Within the span of three songs, the album jumps from a power folk tune ("Hamoa Beach") complete with washboard and banjo, through a Top 40's pop song and first single ("Girlshapedlovedrug"), and finally to a rock song whose slide guitar-dominated intro masquerades as Lynyrd Skynyrd's "Ballad of Curtis Lowe" ("Chasing Ghosts with Alcohol").

Diversity is one of Gomez's greatest strengths and biggest weaknesses. With three singers who also serve songwriting duties, every song sounds unique. No song will have the same style as the one preceding it. Having three singers also affords Gomez great flexibility with harmonies, which are expertly displayed in one of the album's stand out tracks, "Charley Patton Songs".

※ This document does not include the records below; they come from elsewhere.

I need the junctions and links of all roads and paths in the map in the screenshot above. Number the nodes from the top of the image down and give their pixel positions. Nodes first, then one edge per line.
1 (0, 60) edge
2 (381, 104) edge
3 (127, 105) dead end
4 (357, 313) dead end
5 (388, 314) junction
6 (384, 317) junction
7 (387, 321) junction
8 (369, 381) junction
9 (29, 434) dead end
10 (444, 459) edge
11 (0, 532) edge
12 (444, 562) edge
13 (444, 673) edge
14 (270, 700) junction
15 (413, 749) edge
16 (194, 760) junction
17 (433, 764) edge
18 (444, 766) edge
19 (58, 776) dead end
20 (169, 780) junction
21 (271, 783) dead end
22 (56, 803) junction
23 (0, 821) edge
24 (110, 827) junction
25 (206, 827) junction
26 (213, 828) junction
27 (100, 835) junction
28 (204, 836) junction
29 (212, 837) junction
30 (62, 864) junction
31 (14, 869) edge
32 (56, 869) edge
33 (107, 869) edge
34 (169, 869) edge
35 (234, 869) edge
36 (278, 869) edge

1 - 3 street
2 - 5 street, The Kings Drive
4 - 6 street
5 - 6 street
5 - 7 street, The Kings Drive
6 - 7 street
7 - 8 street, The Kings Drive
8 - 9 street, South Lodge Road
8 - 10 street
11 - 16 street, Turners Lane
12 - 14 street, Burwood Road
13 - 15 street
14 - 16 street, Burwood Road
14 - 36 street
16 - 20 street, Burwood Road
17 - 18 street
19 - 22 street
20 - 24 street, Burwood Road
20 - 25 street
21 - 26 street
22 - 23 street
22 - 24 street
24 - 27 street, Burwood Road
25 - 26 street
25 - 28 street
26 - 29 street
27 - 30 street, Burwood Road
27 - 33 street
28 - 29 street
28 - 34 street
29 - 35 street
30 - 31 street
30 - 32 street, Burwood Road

However, this eclectic mix does create some discontinuity between the songs. How We Operate sounds more like a greatest hits disc than a studio album. While this does say a great deal about the quality of the songs, especially the first eight, the record lacks album cohesion that some people may value. Still, it's preferable to a repetitive album.

Musically, Gomez is great because they possess an incredible talent of mixing obscure genres of music into something altogether more palatable. The record manages to sound polished when it needs to but maintain an edge when you want it. There truly is "something for everyone" here. The question is, will anyone pay attention long enough to find it?